Fernando Ramos ha dicho que…
La poesía está en todos lados, todo puede ser poetizado, ni siquiera es necesario utilizar rimbombantes figuras retóricas, la poesía es imagen, no metáforas, un texto simple puede evocarnos infinidad de cosas, eso es una imagen poética. No las complicaciones, ni el lenguaje rebuscado, que acostumbran a utilizar los impostores. La poesía se siente o no se siente; eso nos dice si funciona.

Buen pulso, de nuevo, Camilo, está muy bien el texto. ¿Ha leído Puro Humo?, de Cabrera Infante, buen libro ese.

Saludos
Anónimo ha dicho que…
Muy bueno el fusilado de don Fernando Camilo, no lo conocía...para tener en cuenta. Lástima que los puros habanos sean tan caros y más caro aún debe ser encontrar el ambiente propicio para saborear un buen Cohiba.
Camilo Jiménez ha dicho que…
Lo he leído, mi estimado Fernando. Y releído también. Es de los buenos, de los nuestros. Un abrazo.
Sinar Alvarado ha dicho que…
qué inteligencia. qué putería de estilo, qué erudición palabrera y qué música la de este señor.

¿qué será lo que pasa en cuba que produce tantos narradores distintos y cojonudos?

buena vaina, capitán.
Sinar Alvarado ha dicho que…
hasta sospecharía yo, ahora enterado de la amplia obra del señor ortiz, que prosas como la suya influyeron en la de otro cubano muy bueno: guillermo cabrera infante. en el ritmo de este, y sobre todo en sus juegos de palabras, me parece detectar cierta afinidad con este texto tabacoazucarado.
Jorge Mario Sánchez ha dicho que…
Quedó demostrado lo que dijo Camilo empezando la entrada: la de Fernando Ortiz es prosa poética al 100%. Me dieron ganas de fumame un puro, pero me tocará conformarme con un vulgar Kool Light, enteco y pobretón.
rafa ha dicho que…
Gracias Camilo, ahora que me estoy bebiendo un Martini de aquellos, recuerdo el amargo y picante sabor de mis puros.
rafa
Camilo Jiménez ha dicho que…
LUCAZ: la prosa de don Fernando huele a cigarro, y mire usted, no empalaga como la delgadita azúcar cubana. Y hay versiones de habanos (los puritos, por ejemplo) que son amistosos con el bolsillo. El libro se debe conseguir en internet, búsquelo y léalo mientras se fuma uno.

SINAR: tiene razón, uno puede ver algunos puntos de contacto entre Ortiz y Cabrera Infante. Lo que me parece sorprendente también es que en esa isla la música crece indómita en las aceras y los muros descascarados.
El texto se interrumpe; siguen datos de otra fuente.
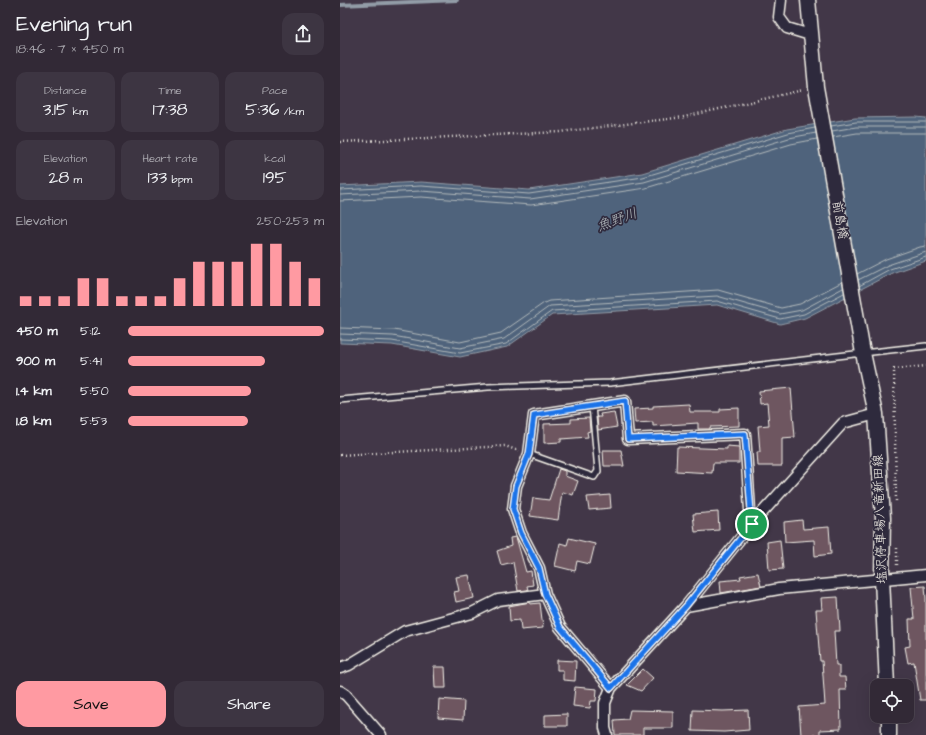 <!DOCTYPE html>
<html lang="en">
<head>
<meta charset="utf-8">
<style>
	body { margin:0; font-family:"Architects Daughter","Klee One",sans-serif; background:#3d3542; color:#f1f3f6; height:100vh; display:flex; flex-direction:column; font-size:15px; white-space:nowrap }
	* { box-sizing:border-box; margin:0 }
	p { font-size:13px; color:#a8a6ad }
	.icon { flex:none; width:22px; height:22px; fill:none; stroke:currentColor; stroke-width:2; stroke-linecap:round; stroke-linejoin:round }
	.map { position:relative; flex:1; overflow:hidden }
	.side { display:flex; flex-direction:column; background:#322936; width:340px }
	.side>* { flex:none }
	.buttons { position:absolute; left:530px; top:679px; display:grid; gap:8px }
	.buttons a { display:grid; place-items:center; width:44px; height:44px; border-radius:8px; background:#322936; box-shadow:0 4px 16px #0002,0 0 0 1px #4d4551; font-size:20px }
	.pin { position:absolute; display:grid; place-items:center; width:34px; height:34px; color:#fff; margin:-17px; border:2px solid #fff; border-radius:50%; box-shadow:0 1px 4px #0007 }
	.round { display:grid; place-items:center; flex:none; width:42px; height:42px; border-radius:12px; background:#3d3542 }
	.summary { display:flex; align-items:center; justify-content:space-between; height:68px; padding:0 16px }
	h1 { font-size:22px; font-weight:600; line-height:30px }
	.stats { display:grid; grid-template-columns:repeat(3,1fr); gap:6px; height:68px; padding:4px 16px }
	.stats div { display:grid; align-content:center; border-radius:10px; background:#3d3542; text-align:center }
	.stats b { font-size:17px; font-weight:600 }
	.stats small { font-size:11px; font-weight:400 }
	.stats p { font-size:11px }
	.chart { height:112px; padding:8px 16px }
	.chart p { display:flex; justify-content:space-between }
	.chart svg { width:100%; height:72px; margin-top:4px; stroke:#ff9aa2; stroke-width:6 }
	.action { display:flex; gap:8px; margin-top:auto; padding:8px 16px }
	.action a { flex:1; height:46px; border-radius:12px; background:#ff9aa2; color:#111; font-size:16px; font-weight:600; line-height:46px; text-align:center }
	.action a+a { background:#3d3542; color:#f1f3f6 }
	ul { padding:0 16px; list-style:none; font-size:13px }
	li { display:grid; grid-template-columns:64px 48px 1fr; align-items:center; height:30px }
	li i { height:10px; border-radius:5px; background:#ff9aa2 }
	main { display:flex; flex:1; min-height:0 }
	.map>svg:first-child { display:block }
	.water { fill:#50647b; stroke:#929ca7 }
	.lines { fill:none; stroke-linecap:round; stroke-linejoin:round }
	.shore { stroke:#b2b9bc; stroke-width:1 }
	.stream { stroke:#929ca7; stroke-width:4 }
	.building { fill:#6e5661; stroke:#f4f1e8 }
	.lane-casing { stroke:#f4f1e8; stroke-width:8 }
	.street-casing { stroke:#f4f1e8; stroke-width:13 }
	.secondary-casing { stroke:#f4f1e8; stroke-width:17 }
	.path { stroke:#f4f1e8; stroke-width:2.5; stroke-dasharray:1 3; stroke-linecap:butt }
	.lane { stroke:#2f2a3d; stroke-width:5 }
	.street { stroke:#2f2a3d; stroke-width:10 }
	.secondary { stroke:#2f2a3d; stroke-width:14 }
	.route-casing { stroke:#fff; stroke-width:8 }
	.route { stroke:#1a73e8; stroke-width:5 }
	.labels { text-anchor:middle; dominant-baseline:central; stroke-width:3.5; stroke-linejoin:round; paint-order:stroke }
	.street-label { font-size:13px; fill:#f4f1e8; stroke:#2f2a3d }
	.water-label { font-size:14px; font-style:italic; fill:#b2b9bc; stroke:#2f2a3d }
</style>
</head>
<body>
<main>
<section class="side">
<div class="summary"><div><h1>Evening run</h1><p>18:46 · 7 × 450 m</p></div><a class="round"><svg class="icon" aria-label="share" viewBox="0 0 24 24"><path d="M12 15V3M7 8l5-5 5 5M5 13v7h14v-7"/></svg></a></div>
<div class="stats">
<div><p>Distance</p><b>3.15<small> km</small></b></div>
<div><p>Time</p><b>17:38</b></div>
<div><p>Pace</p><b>5:36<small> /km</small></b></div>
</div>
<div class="stats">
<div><p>Elevation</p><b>28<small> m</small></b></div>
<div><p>Heart rate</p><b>133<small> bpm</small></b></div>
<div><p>kcal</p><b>195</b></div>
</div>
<div class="chart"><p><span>Elevation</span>250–253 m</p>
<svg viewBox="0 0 160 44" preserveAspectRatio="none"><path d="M5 44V38M15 44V38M25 44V38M35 44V27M45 44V27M55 44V38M65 44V38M75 44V38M85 44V27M95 44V17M105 44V17M115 44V17M125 44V6M135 44V6M145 44V17M155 44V27"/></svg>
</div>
<ul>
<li><b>450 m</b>5:12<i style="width:100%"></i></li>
<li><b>900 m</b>5:41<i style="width:70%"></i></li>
<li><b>1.4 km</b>5:50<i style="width:63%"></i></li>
<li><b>1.8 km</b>5:53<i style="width:61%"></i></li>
</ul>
<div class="action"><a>Save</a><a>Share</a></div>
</section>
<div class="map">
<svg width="586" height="735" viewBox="0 0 586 735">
	<rect width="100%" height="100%" fill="#423748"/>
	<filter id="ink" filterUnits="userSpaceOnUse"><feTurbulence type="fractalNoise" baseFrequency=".025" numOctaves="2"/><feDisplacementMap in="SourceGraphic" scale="8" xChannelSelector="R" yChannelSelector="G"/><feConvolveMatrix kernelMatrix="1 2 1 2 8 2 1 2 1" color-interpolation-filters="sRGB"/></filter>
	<g filter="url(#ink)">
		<path class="water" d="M576,117L586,118V261L552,273L465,318L440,324L377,305L212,315L167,347L120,357L52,345L0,343V186L81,182L189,190L302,173L447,129L515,118Z"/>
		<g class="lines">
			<path class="shore" d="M491,126L516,122H586
				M492,131L516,127H586
				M493,137L517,133H586
				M0,190L81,186L189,194L303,177L448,133L475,128
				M0,195L81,191L190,199L304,182L449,138L476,133
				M0,201L81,197L191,205L306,188L451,144L477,139
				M517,274L546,259L580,247L586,246
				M518,280L548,265L586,252
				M519,286L550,269L586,257
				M0,328L54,330L120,342L161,333L204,303L209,301L378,290L441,308L460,304L502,282
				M0,334L53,336L120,348L164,339L210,306L377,296L440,314L462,310L503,288
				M0,339L52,341L120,353L166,344L212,311L377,301L440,319L464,314L504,293"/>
			<path class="stream" d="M0,5L117,0"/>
		</g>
		<path class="building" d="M451,388L455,437L442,438V466H418L417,452H420L418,426L429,425L427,403L420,404L419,391Z
			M349,404L350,412H380V409L399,408V426L370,427V429H358V423L313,426V422L295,423L294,409L313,408V406Z
			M274,412L277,427L258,430L257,417H261L260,414Z
			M249,418L250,431L247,432L248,437L221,439V442L204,443V424L231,423V419Z
			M387,446L399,447V463H373L372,473L336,471L337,447L387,449Z
			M263,450H281L284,466H264Z
			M219,469L225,471V476L238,481L233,495L222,492L218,520L190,516L193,498L209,500Z
			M270,495L271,508L249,510L247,497Z
			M378,512L379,530L355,532L353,514Z
			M462,520L463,529L489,527L491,554L475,556L474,540L445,542L444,522Z
			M176,537L186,572L191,571L193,585L187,586L188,590L178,591L173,562L161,565L157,551L171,546L170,538Z
			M229,538L255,544L250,564L237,561L235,571L215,566L220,543L227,545Z
			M440,540L443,569L429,570L427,542Z
			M418,573L421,586L381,593L380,581L401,579L400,576Z
			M129,575L134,598L116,602L114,592L119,591L116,577Z
			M585,586L586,598V700H580L574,662L568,663L565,647L570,646L569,619H574L571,587Z
			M498,597L500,631H494L496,665H499V677H505L506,690H500L501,729L480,730V735H461L459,707L485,705L482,661H480L476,610H482L481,598Z
			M190,602V604L200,603L203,628L181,630L180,620L170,621L169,606Z
			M217,660L236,661L235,681L223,680V670H217Z
			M94,667H105L106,688H95Z
			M303,669L313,678L301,691L287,685Z
			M235,687L257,689L256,701H251L250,708L233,706Z
			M99,699L124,701L123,720L98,718Z
			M290,710L333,711V728H303V735H275L274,720L288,719Z
			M353,710L383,711L408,710L409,730L384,732L352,731Z
			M227,714V726H205V715Z"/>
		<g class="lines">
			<g class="lane-casing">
				<path id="lane" d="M0,400L148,387L270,383L523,353L586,346
					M189,454L254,477L258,471L252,406"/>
			</g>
			<g class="street-casing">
				<path id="street" d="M441,0L439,17L447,28L470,35
					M346,606L439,589L586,575
					M0,668L9,665L65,631L132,613L158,600L205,594
					M271,688L220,627L205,594L199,568L181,533L173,509L176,486L189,454L194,415L285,401L288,439L405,434L411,525
					M0,691L6,695L41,735
					M267,735L265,728V703L271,688L346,606L411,525L503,423L536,414"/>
			</g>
			<g class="secondary-casing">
				<path id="secondary" d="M468,0L476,87L523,353L536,414L543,518L542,578L547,686
					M549,716V735"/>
			</g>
			<path class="path" d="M0,142L220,132L344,117L463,90
				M0,455L165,446L179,451
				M556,501L554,369L586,366
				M557,548V567"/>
			<use href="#lane" class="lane"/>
			<use href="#street" class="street"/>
			<use href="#secondary" class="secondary"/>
		</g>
	</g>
	<g class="lines" filter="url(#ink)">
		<g class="route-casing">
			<path id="route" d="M285,401L288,439L405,434L412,524L346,606L271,688L220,627L205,594L199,568L181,533L173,509L176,486L189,454L194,415Z"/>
		</g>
		<use href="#route" class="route"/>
	</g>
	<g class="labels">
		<g class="street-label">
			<text transform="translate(500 220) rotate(80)">前島橋</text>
			<text transform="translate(540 519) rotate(-92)">塩沢停車場八竜新田線</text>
		</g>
		<g class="water-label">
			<text transform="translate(277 220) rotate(-20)">魚野川</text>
		</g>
	</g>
</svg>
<div class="buttons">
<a><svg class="icon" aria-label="locate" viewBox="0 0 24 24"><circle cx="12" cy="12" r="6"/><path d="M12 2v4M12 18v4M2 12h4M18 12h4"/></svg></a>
</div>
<div class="pin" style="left:412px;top:524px;background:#1e9e55"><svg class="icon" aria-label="arrive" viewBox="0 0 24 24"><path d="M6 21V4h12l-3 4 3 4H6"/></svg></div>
</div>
</main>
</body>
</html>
Algunos la sacan de las palabras, como don Fernando Ortiz.

JORGE: cuando lo leí la primera vez quise ir dejando de lado mis queridos Lucky Strike y pasarme a los puros, pero yo soy vulgar, "enteco y pobretón", así que seguí con mis cigarrillitos. Fúmese el kool.

RAFA: ¡Albricias! Bienvenido por acá, hermano. Te puedo VER: martini al frente, purito y sonrisa. Te mando un abrazo.
Apelaez ha dicho que…
Hace rato me lei unos libros del señor sobre la historia de los negros en Cuba. Bueno, y con entretenidos datos también.
Anónimo ha dicho que…
mi punto de vista, insostenible como cualquiera, humilde como conviene, es que esa gente que no fuma sufre una mengua, tiene un déficit serio de cinismo en la cabeza. Para mí, la vida sin cigarrillos no tiene sentido, no vale la pena.
en buena lid participo, Camilo,y también por aquí dejo un saludo.